1 Introduction

Sleep apnoea is a common sleep disorder with a prevalence of 4% in adult men and 2% in adult women [20]. Sleep apnoea–hypopnoea syndrome (SAHS) is characterised by periods of cessation of breathing lasting over 10 s (apnoea) and periods of clearly reduced (<50%) breathing lasting over 10 s (hypopnoea) [3, 20]. These breathing abnormalities impair not only the daytime functions [17] but also physiological systems and, therefore, the early diagnosis of sleep apnoea–hypopnoea syndrome is of great importance.

Clinical assessment of SAHS has traditionally been based on conventional polysomnography. A detailed visual analysis of the polysomnographic signals gives information about respiratory, cardiovascular, and physiological problems [21] and it is considered to be the gold standard method for the diagnosis of SAHS [3]. The visual analysis provides a solid background for the diagnosis but it is time-consuming, costly, and subjective. Rapid development of technology has provided new recording methods and possibilities for automated analysis.

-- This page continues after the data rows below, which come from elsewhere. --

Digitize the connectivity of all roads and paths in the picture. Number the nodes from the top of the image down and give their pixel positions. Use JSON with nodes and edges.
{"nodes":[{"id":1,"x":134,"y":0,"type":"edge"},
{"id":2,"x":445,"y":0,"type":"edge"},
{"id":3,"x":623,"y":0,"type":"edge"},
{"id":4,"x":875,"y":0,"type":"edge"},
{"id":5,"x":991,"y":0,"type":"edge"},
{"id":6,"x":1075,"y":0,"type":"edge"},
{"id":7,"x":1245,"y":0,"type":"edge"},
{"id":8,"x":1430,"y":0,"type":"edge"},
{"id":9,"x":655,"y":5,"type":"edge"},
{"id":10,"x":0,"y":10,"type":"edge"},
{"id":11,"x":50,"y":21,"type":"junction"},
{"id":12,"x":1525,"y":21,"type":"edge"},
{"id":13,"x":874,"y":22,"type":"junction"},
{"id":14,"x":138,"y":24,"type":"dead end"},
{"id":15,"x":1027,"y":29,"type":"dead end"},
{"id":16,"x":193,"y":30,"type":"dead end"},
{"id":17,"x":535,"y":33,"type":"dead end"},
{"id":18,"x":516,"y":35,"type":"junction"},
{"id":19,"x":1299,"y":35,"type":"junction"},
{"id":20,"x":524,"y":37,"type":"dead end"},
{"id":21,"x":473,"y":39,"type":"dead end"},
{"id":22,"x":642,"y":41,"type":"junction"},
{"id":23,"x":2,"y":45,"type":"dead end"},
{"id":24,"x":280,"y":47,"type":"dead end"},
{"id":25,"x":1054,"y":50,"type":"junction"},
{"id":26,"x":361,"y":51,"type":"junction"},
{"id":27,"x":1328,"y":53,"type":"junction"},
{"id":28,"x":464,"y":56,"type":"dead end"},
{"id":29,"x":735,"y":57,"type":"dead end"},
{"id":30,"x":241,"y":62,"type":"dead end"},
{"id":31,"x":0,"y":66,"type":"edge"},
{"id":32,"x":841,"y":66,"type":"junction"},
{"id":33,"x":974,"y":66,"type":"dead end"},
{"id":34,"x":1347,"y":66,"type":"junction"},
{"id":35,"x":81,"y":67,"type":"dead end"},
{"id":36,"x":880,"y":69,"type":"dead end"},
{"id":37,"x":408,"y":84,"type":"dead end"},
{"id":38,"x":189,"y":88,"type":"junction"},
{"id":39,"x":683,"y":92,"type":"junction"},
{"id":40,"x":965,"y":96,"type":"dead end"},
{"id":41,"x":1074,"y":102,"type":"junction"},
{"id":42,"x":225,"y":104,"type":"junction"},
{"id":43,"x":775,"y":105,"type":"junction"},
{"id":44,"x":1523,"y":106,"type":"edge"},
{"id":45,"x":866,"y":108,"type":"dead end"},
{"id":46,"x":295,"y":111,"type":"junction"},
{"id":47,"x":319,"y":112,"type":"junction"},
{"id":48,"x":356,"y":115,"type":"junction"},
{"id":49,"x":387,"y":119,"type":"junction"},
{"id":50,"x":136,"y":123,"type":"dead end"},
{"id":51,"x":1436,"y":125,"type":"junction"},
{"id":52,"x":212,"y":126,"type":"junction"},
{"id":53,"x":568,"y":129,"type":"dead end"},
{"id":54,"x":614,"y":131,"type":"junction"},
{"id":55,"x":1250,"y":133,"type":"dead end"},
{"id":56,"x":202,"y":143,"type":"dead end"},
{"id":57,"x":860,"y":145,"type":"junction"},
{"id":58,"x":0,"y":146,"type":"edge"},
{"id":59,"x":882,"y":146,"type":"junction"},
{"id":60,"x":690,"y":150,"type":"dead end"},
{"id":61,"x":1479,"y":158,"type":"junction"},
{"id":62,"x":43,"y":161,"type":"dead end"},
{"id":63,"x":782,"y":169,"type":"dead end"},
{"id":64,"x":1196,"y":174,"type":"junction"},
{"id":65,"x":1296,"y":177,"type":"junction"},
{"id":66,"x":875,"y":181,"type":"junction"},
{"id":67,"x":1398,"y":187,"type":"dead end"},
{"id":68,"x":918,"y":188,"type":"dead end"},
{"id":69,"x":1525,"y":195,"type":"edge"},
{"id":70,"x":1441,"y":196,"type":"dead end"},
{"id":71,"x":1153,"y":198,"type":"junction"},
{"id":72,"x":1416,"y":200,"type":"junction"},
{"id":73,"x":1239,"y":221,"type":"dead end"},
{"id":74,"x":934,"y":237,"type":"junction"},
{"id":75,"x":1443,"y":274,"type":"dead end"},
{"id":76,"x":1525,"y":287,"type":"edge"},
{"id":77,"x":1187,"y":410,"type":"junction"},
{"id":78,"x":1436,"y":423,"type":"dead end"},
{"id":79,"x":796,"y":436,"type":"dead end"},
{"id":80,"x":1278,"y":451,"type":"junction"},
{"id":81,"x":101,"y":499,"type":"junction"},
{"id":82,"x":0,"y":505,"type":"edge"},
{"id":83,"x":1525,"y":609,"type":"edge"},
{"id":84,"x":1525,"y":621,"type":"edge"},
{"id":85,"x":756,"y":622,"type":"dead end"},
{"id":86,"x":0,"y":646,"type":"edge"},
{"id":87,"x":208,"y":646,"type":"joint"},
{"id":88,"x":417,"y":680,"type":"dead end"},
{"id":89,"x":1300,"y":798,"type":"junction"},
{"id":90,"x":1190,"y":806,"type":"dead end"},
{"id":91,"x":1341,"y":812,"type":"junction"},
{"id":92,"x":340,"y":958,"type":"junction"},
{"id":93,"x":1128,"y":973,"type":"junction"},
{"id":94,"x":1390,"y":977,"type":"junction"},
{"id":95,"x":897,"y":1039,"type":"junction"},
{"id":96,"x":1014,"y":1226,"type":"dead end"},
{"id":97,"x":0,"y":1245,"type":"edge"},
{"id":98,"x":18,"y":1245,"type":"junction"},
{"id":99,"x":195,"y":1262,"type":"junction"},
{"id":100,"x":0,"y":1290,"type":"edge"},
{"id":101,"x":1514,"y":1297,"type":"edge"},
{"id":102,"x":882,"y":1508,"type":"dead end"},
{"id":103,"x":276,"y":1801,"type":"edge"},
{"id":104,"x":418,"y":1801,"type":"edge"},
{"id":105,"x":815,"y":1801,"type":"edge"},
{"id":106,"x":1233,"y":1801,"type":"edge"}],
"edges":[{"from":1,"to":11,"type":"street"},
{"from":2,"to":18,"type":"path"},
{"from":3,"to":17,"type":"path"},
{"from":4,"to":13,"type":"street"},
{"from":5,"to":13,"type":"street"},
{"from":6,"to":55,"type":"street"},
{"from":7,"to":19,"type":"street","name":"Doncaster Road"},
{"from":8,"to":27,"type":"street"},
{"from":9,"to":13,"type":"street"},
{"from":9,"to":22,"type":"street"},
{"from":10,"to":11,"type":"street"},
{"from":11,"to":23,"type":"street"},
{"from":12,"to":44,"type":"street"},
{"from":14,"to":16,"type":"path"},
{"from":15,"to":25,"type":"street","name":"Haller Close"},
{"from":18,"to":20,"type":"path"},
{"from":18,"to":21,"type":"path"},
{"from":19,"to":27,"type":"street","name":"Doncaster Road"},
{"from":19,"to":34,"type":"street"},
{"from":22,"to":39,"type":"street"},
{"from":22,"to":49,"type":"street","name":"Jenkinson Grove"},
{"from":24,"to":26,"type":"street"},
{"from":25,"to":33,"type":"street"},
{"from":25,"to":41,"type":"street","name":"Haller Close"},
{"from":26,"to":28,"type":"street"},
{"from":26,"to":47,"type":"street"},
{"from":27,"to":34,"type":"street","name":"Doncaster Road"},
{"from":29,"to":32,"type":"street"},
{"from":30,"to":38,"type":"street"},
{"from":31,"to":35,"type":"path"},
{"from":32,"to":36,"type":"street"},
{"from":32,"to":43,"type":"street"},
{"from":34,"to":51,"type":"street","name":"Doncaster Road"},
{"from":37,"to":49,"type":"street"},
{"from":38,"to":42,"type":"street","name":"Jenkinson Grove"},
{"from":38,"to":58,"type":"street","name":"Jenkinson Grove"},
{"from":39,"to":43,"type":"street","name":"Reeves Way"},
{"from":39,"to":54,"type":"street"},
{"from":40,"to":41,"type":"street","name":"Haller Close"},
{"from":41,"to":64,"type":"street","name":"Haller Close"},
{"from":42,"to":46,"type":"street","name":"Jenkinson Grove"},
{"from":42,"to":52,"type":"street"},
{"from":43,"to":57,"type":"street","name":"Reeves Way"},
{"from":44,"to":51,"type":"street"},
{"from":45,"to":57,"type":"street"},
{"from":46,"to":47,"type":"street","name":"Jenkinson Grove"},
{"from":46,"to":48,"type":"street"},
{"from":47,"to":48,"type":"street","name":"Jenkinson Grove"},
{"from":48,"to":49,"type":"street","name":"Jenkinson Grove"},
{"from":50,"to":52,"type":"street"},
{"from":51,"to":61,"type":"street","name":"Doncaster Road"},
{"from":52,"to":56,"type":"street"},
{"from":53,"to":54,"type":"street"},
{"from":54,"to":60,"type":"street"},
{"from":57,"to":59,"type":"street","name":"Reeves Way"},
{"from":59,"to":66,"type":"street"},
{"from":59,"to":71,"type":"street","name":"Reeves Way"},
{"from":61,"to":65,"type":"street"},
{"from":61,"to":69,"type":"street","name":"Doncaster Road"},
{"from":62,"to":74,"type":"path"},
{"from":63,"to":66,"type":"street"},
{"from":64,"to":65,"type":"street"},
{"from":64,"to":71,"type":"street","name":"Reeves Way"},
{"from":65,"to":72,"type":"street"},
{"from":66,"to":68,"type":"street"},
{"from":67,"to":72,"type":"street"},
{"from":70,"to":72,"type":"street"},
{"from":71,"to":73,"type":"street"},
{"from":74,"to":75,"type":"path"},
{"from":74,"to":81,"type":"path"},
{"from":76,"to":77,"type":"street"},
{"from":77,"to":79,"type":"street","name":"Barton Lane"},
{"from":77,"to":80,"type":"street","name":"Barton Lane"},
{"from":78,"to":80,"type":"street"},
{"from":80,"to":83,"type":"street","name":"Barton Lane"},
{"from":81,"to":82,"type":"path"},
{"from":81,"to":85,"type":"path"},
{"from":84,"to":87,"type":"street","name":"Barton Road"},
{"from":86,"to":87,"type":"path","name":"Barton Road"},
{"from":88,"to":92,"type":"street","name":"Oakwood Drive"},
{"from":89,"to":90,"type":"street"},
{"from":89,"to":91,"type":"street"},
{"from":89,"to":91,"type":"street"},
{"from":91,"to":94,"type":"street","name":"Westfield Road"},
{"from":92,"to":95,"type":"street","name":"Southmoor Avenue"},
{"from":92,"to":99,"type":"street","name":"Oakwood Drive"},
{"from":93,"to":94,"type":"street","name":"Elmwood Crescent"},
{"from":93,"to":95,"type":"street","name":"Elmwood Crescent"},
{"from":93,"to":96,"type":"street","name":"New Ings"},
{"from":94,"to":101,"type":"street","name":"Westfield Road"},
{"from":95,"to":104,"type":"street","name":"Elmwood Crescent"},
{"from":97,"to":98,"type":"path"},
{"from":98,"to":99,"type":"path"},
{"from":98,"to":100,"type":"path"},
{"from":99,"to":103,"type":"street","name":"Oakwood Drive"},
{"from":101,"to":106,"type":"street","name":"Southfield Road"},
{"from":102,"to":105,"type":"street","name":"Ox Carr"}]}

Previous studies have shown the promising usefulness of tracheal breathing sounds in the diagnostics of SAHS. Intensity changes of tracheal breathing sounds have been shown to correlate with apnoea and hypopnoea events [8]. Moreover, the tracheal sounds analysis can be used to analyse the severity of the SAHS using relative changes of the total tracheal sound power [18]. Apnoea events have been shown to be surrounded by power increases [16]. Snoring is associated with SAHS [3] and has been referred to as the earliest and most consistent sign of upper airway dysfunction leading to SAHS [9]. Analysis of snoring sounds has been widely utilized in the assessment of sleep-disordered breathing [10, 11, 15]. Intensity levels, [25], pitch analysis [1], and formant frequencies [19] of snoring sounds have shown correlation between snoring and SAHS. Also, higher order spectra based algorithms [2] and a technique utilizing sub-band energy distributions [6] have been developed for snoring analysis. In a recent study, a database of applied acoustic measurements of oronasal respiration in children was used to compare apnoea–hypopnoea indices (AHI) with snoring indices [4]. Snoring density and loudness of snoring was correlated with increasing SAHS severity [4].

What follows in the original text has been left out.